Celem feedersów jest jednak doprowadzenie partnera do takiego poziomu wagi, by stał się zupełnie zależny od nich. Nie przejmują się oni ani problemami zdrowotnymi wypasanego, ani jego stanem psychicznym. Całkowite zniewolenie drugiej osoby oraz realizacja własnych zachcianek to sposób postępowania wypasacza.
Ma on zadanie o tyle ułatwione, że namierzając swą ofiarę, poszukuje jej wśród osób „puszystych", dla których zainteresowanie innej osoby jest już często darem od losu. Jeśli do tego jeszcze ten ktoś akceptuje dodatkowe kilogramy, a wręcz pozwala rezygnować z drakońskich diet, tym samym trafia na bardzo podatny grunt.

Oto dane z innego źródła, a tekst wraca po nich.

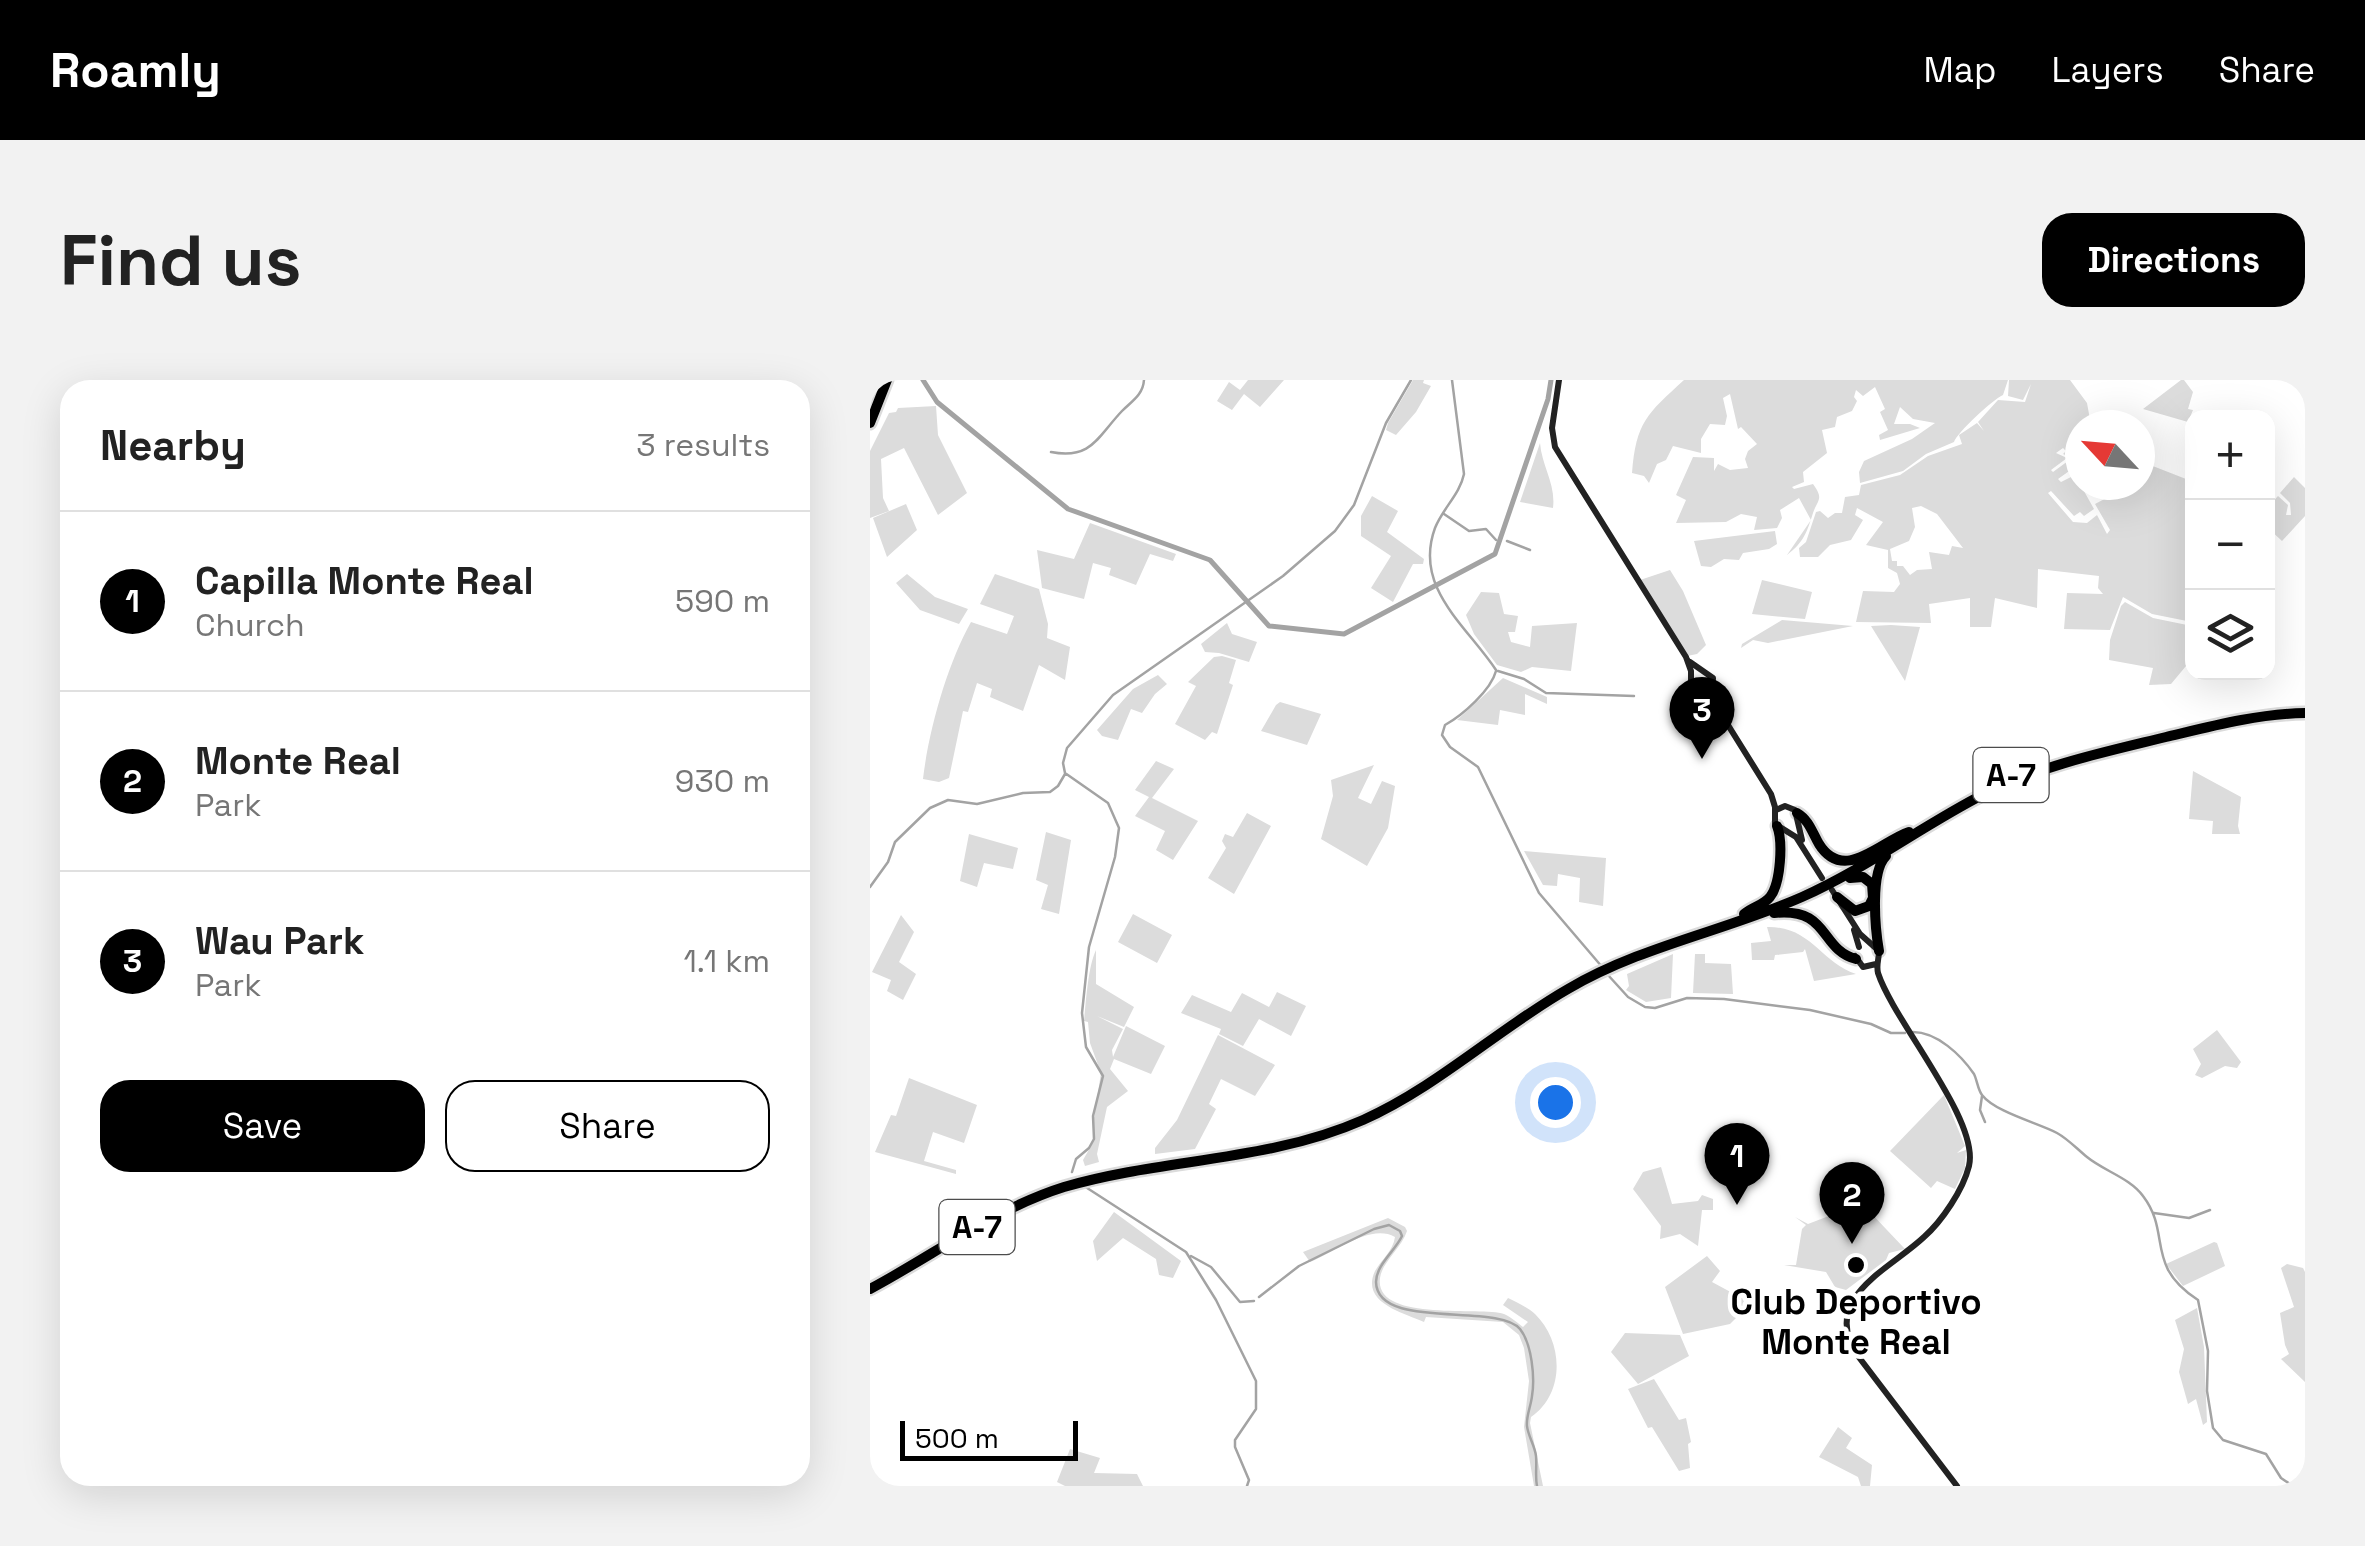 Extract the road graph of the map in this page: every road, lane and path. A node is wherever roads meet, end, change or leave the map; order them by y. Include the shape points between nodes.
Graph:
1 (885, 380) edge
2 (1559, 380) edge
3 (870, 412) edge
4 (870, 423) edge
5 (1686, 657) junction
6 (1701, 671) junction
7 (1691, 677) junction
8 (1712, 690) junction
9 (1701, 695) junction
10 (1718, 709) junction
11 (2305, 710) edge
12 (1771, 794) junction
13 (1785, 806) junction
14 (1776, 811) junction
15 (1796, 818) junction
16 (1782, 828) junction
17 (1911, 834) junction
18 (1833, 892) junction
19 (1774, 913) junction
20 (1744, 914) junction
21 (1676, 941) junction
22 (1874, 947) junction
23 (1857, 953) junction
24 (1614, 962) junction
25 (1876, 964) junction
26 (1868, 968) junction
27 (1884, 987) junction
28 (870, 1286) edge
29 (1853, 1349) junction
30 (1843, 1354) dead end
31 (1957, 1486) edge

1 - 3 highway
1 - 4 highway
2 - 5 main road via 1555,447
5 - 6 main road
5 - 7 main road
6 - 7 main road
6 - 8 main road via 1712,678
7 - 9 main road via 1691,688
8 - 9 main road
8 - 10 main road
9 - 10 main road
10 - 12 main road
11 - 17 highway, A-7 via 2247,712 2042,764 1968,796
12 - 13 main road
12 - 14 main road
13 - 14 main road
13 - 15 main road
14 - 16 main road
15 - 16 main road
15 - 16 main road via 1823,877
15 - 17 highway via 1805,818 1825,852 1845,861
16 - 20 highway via 1773,893
17 - 20 highway, A-7 via 1822,883
17 - 21 highway, A-7 via 1798,899
17 - 22 highway via 1877,869
18 - 19 highway via 1851,910 1862,912 1872,902 1873,888 1854,876
18 - 22 main road
18 - 23 main road via 1854,930
19 - 21 highway
19 - 23 highway via 1804,915 1843,954
20 - 24 highway, A-7
21 - 24 highway, A-7
22 - 23 main road
22 - 25 main road
23 - 26 main road
24 - 28 highway, A-7 via 1546,996 1400,1094 1335,1125 1050,1189 982,1217
25 - 26 main road
25 - 27 main road
26 - 27 main road
27 - 29 main road via 1946,1091 1970,1164 1929,1233 1854,1297 1847,1324
29 - 30 main road
29 - 31 main road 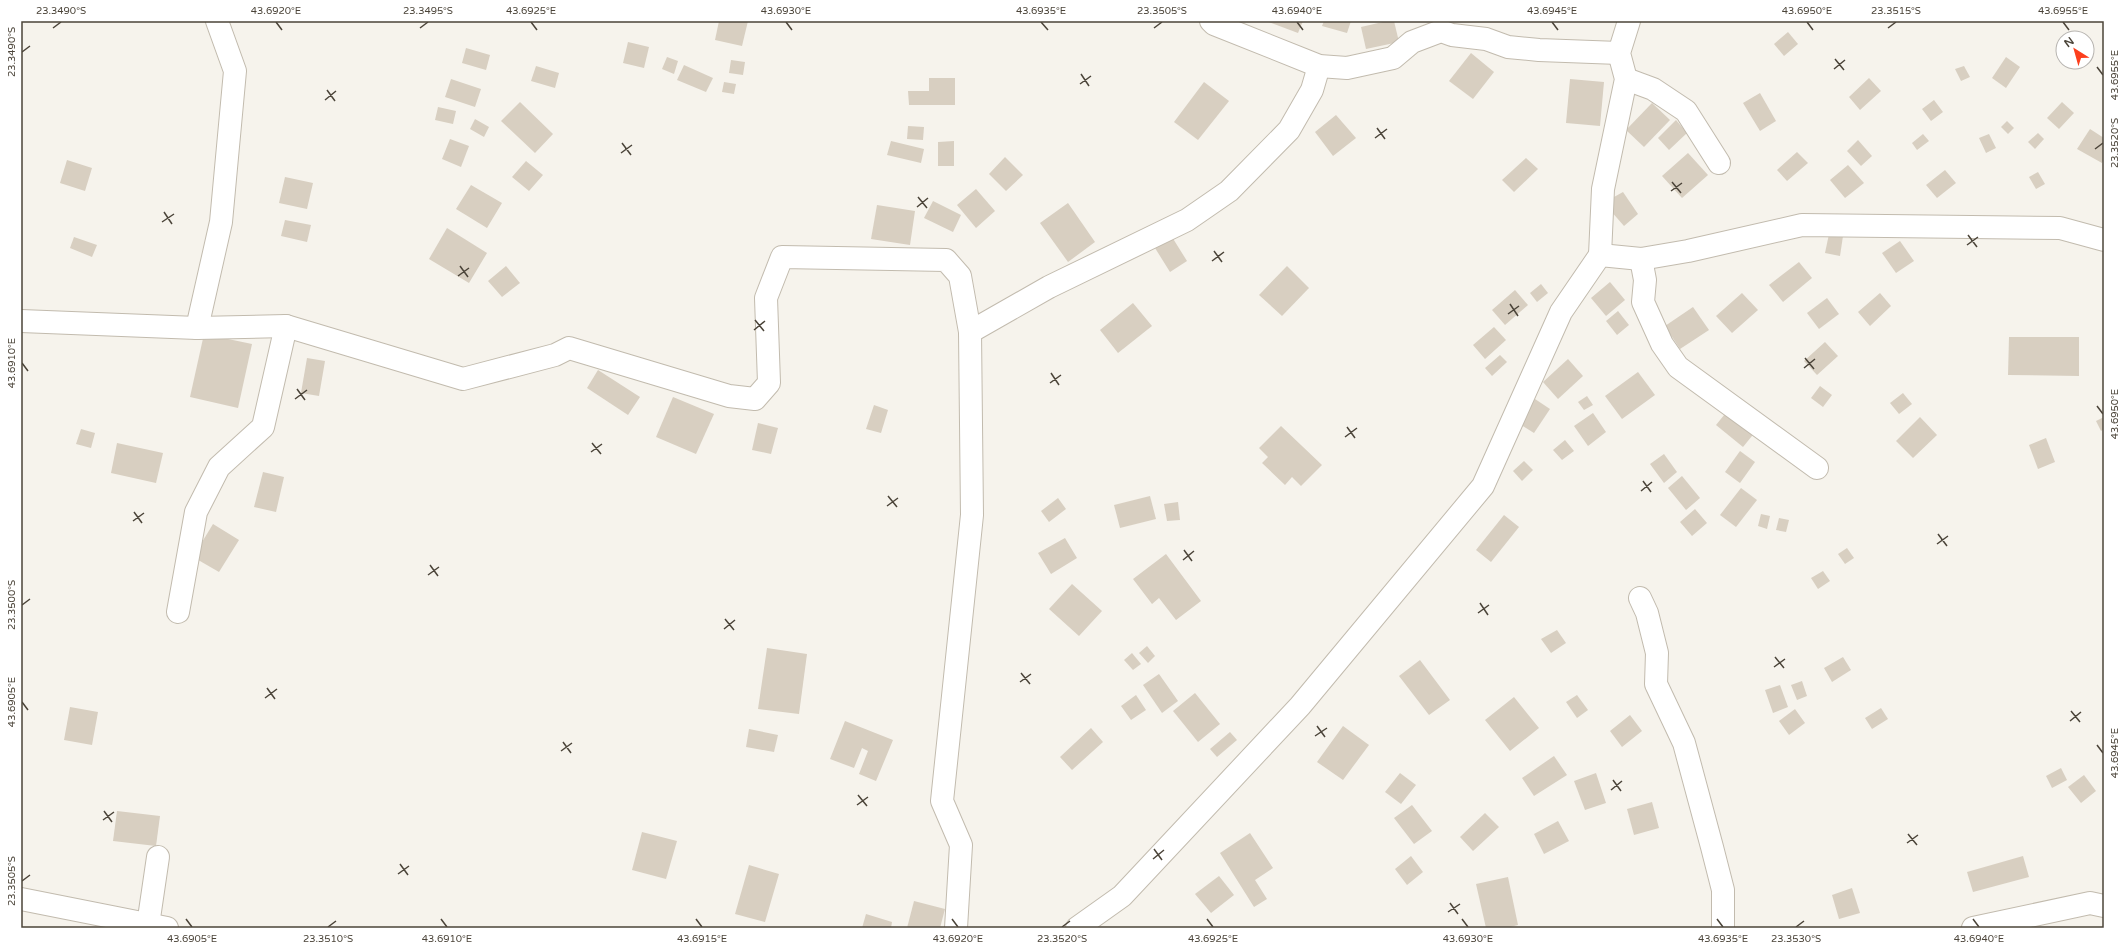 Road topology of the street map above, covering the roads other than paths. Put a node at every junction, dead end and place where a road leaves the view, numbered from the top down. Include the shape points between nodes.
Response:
1 (217, 21) edge
2 (1211, 21) edge
3 (1629, 21) edge
4 (1619, 53) junction
5 (1319, 66) junction
6 (1626, 79) junction
7 (1719, 163) dead end
8 (2104, 240) edge
9 (1600, 255) junction
10 (1641, 259) junction
11 (21, 321) edge
12 (286, 326) junction
13 (197, 328) junction
14 (970, 332) junction
15 (1817, 468) dead end
16 (1640, 598) dead end
17 (178, 612) dead end
18 (158, 857) dead end
19 (21, 899) edge
20 (2104, 906) edge
21 (157, 926) edge
22 (956, 928) edge
23 (1078, 928) edge
24 (1723, 928) edge
25 (1973, 928) edge

1 - 13 street via 235,71 221,222
2 - 5 street
3 - 4 street
4 - 5 street via 1531,49 1442,31 1412,42 1393,58 1346,68
4 - 6 street
5 - 14 street via 1312,90 1289,130 1229,191 1187,220 1049,286
6 - 7 street via 1653,89 1686,111
6 - 9 street via 1603,189
8 - 10 street via 2060,228 1802,225
9 - 10 street
9 - 23 street via 1561,312 1483,486 1300,706 1122,896
10 - 15 street via 1645,280 1643,302 1662,344 1678,367
11 - 13 street
12 - 13 street
12 - 14 street via 463,379 555,355 569,348 729,396 754,399 769,383 766,298 782,257 946,260 960,276
12 - 17 street via 263,427 219,467 196,512
14 - 22 street via 972,515 942,801 961,845
16 - 24 street via 1647,612 1657,653 1656,684 1684,743 1712,846 1723,890
18 - 21 street
19 - 21 street
20 - 25 street via 2090,903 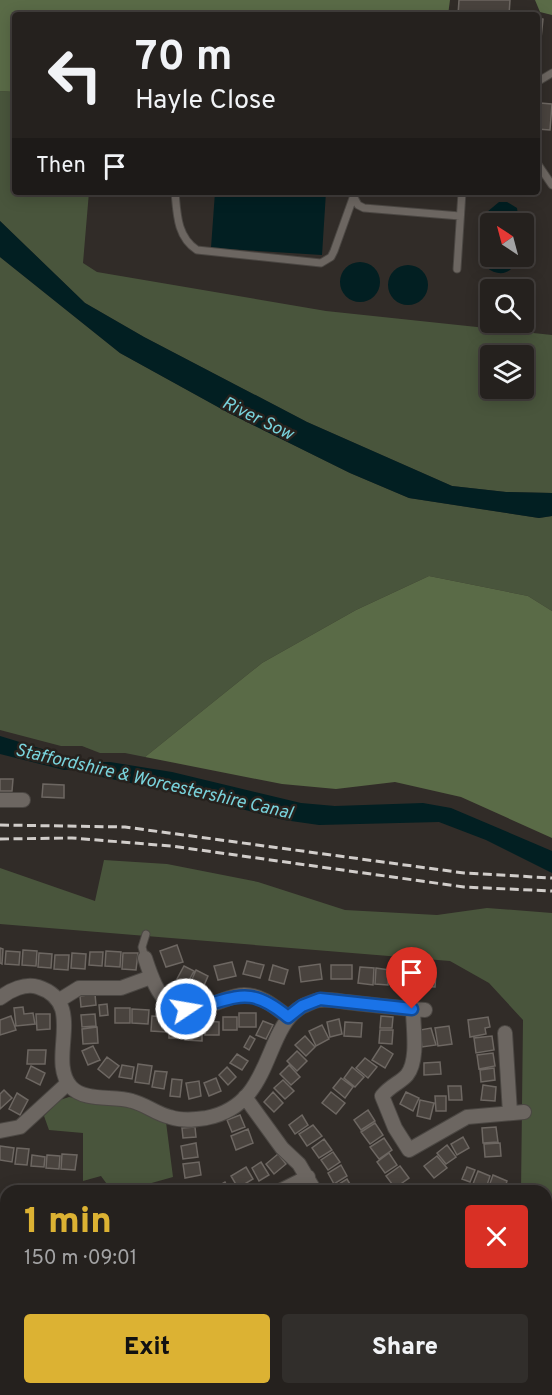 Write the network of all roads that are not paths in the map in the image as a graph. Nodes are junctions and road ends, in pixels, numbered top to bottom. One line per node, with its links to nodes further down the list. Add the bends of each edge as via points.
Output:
1 (540, 167): 2 (lane)
2 (552, 185)
3 (175, 195): 4 (lane, via 177,221 183,235 197,250 321,263 334,251)
4 (352, 195): 6 (lane, via 364,208)
5 (462, 195): 6 (lane)
6 (460, 216): 7 (lane)
7 (457, 269)
8 (0, 800): 9 (street)
9 (23, 800)
10 (146, 934): 11 (lane, via 142,947)
11 (145, 958): 12 (street)
12 (151, 977): 14 (street, via 121,988 79,988); 15 (street, via 158,994 177,1008 203,1007 243,994 272,1004)
13 (0, 998): 14 (street, via 33,985)
14 (58, 1001): 17 (street, via 64,1022 63,1066)
15 (288, 1017): 16 (street, via 320,999 419,1010 412,1065 382,1096 394,1128 409,1149 467,1117 517,1113); 18 (street, via 262,1075)
16 (505, 1033)
17 (68, 1083): 18 (street, via 82,1094 133,1101 178,1120 215,1116); 19 (street, via 20,1127)
18 (245, 1097): 20 (street)
19 (0, 1131)
20 (308, 1177): 21 (street); 22 (street)
21 (292, 1185)
22 (312, 1185)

Wypasacz tworzy wokół swej ofiary otoczkę szczęścia, dokarmia i prawi komplementy, jest spełnieniem jej marzeń, ale to tylko złudzenie. Wypasany staje się więźniem upodobań feedersa, zarówno w sferze fizycznej, jak i psychicznej. Jest to układ, w którym mamy do czynienia ze stosunkiem kat-ofiara, choć osoby zaangażowane w to zjawisko tego tak nie postrzegają. Sami nazywają to stylem życia erotycznego, gdyż dodatkowe kilogramy są źródłem podniecenia seksualnego.
Ponadto sami feedersi uważają, że w ich postępowaniu nie ma nic złego, skoro zadowolenie płynie z obu stron, podobnie jak przyzwolenie. Być może... do czasu.
Deser i seks jako nagroda
Trudno tu mówić o zdrowym układzie, kiedy jedna ze stron żąda całkowitego poddaństwa, ryzykowania utraty zdrowia, a nawet życia, bo przybieranie na wadze wypasanego nie ma właściwie określonej górnej granicy.
Co prawda feedersi twierdzą, że można być otyłym i zdrowym. Jest to jednak oksymoron, który nie znajduje potwierdzenia w praktyce czy nauce. Nadwaga to prosta droga do wielu chorób, a także do skrócenia życia na własne życzenie.
Polem dla rozwoju feederismu jest internet. Miłośnicy tego fetyszu na portalach społecznościowych prowadzą swoje blogi, umieszczają zdjęcia, a nawet amatorskie filmy. Internet to także sposób na znalezienie partnera.
Środki, które stosuje wypasacz, są dokładnie przemyślane i trafiają w sedno. Serwowanie ulubionych dań partnera, podawanych zawsze na dużych talerzach (tak, by porcje wydawały się mniejsze), to tylko niektóre z nich. W tym samym czasie wypasacz pilnuje, aby na jego talerzu cały czas znajdowało się jakieś jedzenie, spożywa je po prostu dużo wolniej.
Wieczór w restauracji to początek tej gry. Jedno z partnerów pochłania gigantyczne ilości pożywienia, tak, że trudno po wszystkim wstać od stolika. Brzuch wypełniony do granic możliwości to jeszcze nie koniec. Zabawa przenosi się do sypialni, gdzie gigantyczny deser staje się wstępem do intymnego zbliżenia, które jest kulminacją narastającego podekscytowania wywołanego obżarstwem.